# Data provided
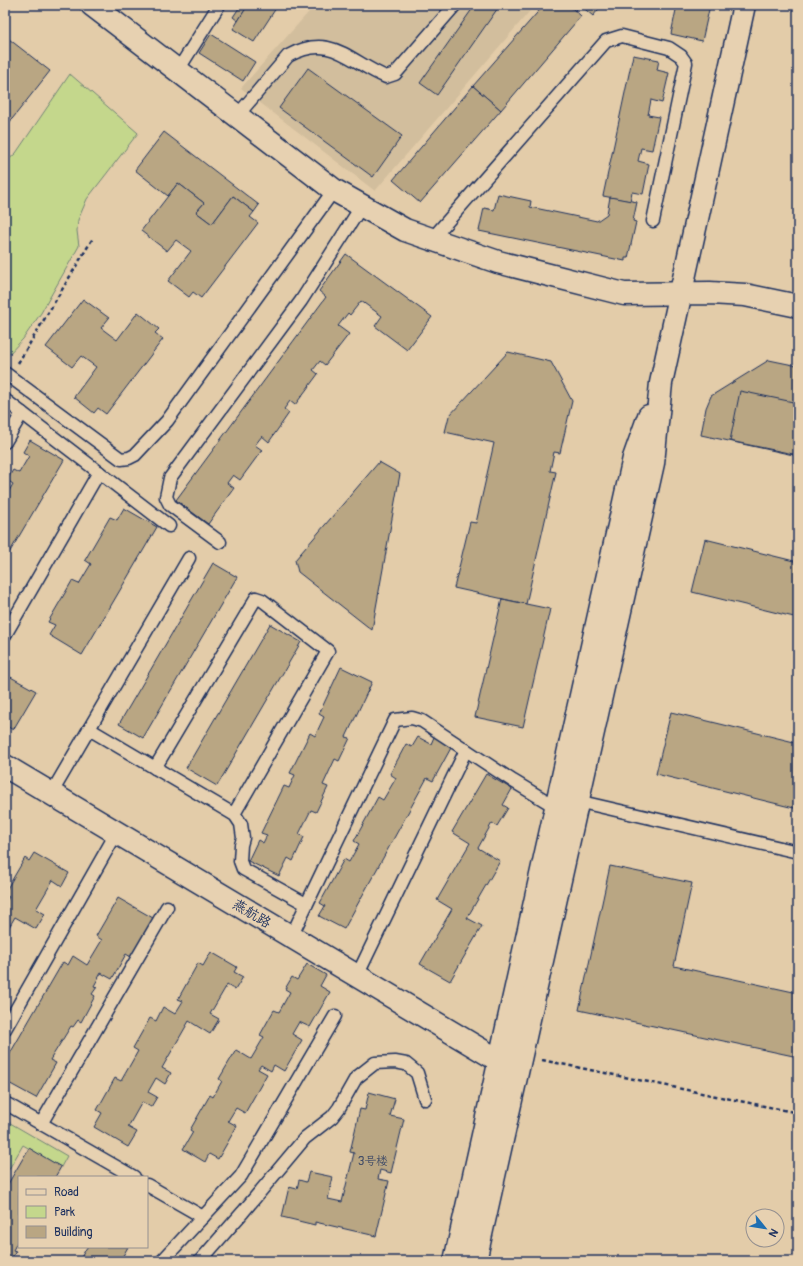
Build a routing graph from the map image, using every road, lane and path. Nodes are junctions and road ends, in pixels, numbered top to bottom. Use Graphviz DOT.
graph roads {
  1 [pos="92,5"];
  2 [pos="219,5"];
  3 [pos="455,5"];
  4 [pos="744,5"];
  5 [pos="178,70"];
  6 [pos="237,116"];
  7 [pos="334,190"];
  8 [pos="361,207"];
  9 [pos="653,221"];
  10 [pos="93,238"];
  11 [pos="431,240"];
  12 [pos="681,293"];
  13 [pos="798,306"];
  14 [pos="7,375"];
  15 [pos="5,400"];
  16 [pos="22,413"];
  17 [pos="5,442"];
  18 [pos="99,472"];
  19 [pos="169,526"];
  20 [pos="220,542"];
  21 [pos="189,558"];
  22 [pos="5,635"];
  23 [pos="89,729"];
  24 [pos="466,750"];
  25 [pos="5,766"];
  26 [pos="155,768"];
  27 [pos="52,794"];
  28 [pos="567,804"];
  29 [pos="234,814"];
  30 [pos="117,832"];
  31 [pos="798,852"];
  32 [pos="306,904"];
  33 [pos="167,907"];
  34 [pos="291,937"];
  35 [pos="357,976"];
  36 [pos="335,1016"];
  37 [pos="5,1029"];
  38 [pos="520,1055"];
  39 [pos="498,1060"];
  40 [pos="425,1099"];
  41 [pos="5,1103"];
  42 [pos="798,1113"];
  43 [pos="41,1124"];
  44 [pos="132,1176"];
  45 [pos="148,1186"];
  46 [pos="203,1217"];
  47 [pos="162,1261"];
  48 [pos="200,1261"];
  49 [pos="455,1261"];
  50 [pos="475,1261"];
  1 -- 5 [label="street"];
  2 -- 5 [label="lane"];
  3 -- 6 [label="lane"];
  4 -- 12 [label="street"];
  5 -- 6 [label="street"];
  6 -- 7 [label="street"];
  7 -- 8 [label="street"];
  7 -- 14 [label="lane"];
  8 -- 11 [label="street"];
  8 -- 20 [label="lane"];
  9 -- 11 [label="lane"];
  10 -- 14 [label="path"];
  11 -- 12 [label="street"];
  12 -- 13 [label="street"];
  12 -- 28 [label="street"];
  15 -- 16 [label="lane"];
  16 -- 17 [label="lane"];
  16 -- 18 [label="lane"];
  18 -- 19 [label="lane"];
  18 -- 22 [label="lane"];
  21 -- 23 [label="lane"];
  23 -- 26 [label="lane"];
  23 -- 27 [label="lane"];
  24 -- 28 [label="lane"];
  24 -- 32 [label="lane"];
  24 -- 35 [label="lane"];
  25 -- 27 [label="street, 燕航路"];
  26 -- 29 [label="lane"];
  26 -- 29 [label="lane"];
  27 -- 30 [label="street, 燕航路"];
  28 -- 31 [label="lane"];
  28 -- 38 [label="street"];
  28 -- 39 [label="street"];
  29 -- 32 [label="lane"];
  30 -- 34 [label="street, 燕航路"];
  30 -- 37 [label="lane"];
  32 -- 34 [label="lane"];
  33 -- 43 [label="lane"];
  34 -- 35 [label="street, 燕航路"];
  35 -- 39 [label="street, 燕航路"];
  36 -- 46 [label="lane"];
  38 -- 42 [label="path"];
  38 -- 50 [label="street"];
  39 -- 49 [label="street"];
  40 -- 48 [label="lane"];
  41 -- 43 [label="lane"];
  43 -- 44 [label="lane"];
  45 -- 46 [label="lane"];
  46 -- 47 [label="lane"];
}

# What you should do
Repeat the listing word for word, omitting the pictures.

# Written solution
Build a routing graph from the map image, using every road, lane and path. Nodes are junctions and road ends, in pixels, numbered top to bottom. Use Graphviz DOT.
graph roads {
  1 [pos="92,5"];
  2 [pos="219,5"];
  3 [pos="455,5"];
  4 [pos="744,5"];
  5 [pos="178,70"];
  6 [pos="237,116"];
  7 [pos="334,190"];
  8 [pos="361,207"];
  9 [pos="653,221"];
  10 [pos="93,238"];
  11 [pos="431,240"];
  12 [pos="681,293"];
  13 [pos="798,306"];
  14 [pos="7,375"];
  15 [pos="5,400"];
  16 [pos="22,413"];
  17 [pos="5,442"];
  18 [pos="99,472"];
  19 [pos="169,526"];
  20 [pos="220,542"];
  21 [pos="189,558"];
  22 [pos="5,635"];
  23 [pos="89,729"];
  24 [pos="466,750"];
  25 [pos="5,766"];
  26 [pos="155,768"];
  27 [pos="52,794"];
  28 [pos="567,804"];
  29 [pos="234,814"];
  30 [pos="117,832"];
  31 [pos="798,852"];
  32 [pos="306,904"];
  33 [pos="167,907"];
  34 [pos="291,937"];
  35 [pos="357,976"];
  36 [pos="335,1016"];
  37 [pos="5,1029"];
  38 [pos="520,1055"];
  39 [pos="498,1060"];
  40 [pos="425,1099"];
  41 [pos="5,1103"];
  42 [pos="798,1113"];
  43 [pos="41,1124"];
  44 [pos="132,1176"];
  45 [pos="148,1186"];
  46 [pos="203,1217"];
  47 [pos="162,1261"];
  48 [pos="200,1261"];
  49 [pos="455,1261"];
  50 [pos="475,1261"];
  1 -- 5 [label="street"];
  2 -- 5 [label="lane"];
  3 -- 6 [label="lane"];
  4 -- 12 [label="street"];
  5 -- 6 [label="street"];
  6 -- 7 [label="street"];
  7 -- 8 [label="street"];
  7 -- 14 [label="lane"];
  8 -- 11 [label="street"];
  8 -- 20 [label="lane"];
  9 -- 11 [label="lane"];
  10 -- 14 [label="path"];
  11 -- 12 [label="street"];
  12 -- 13 [label="street"];
  12 -- 28 [label="street"];
  15 -- 16 [label="lane"];
  16 -- 17 [label="lane"];
  16 -- 18 [label="lane"];
  18 -- 19 [label="lane"];
  18 -- 22 [label="lane"];
  21 -- 23 [label="lane"];
  23 -- 26 [label="lane"];
  23 -- 27 [label="lane"];
  24 -- 28 [label="lane"];
  24 -- 32 [label="lane"];
  24 -- 35 [label="lane"];
  25 -- 27 [label="street, 燕航路"];
  26 -- 29 [label="lane"];
  26 -- 29 [label="lane"];
  27 -- 30 [label="street, 燕航路"];
  28 -- 31 [label="lane"];
  28 -- 38 [label="street"];
  28 -- 39 [label="street"];
  29 -- 32 [label="lane"];
  30 -- 34 [label="street, 燕航路"];
  30 -- 37 [label="lane"];
  32 -- 34 [label="lane"];
  33 -- 43 [label="lane"];
  34 -- 35 [label="street, 燕航路"];
  35 -- 39 [label="street, 燕航路"];
  36 -- 46 [label="lane"];
  38 -- 42 [label="path"];
  38 -- 50 [label="street"];
  39 -- 49 [label="street"];
  40 -- 48 [label="lane"];
  41 -- 43 [label="lane"];
  43 -- 44 [label="lane"];
  45 -- 46 [label="lane"];
  46 -- 47 [label="lane"];
}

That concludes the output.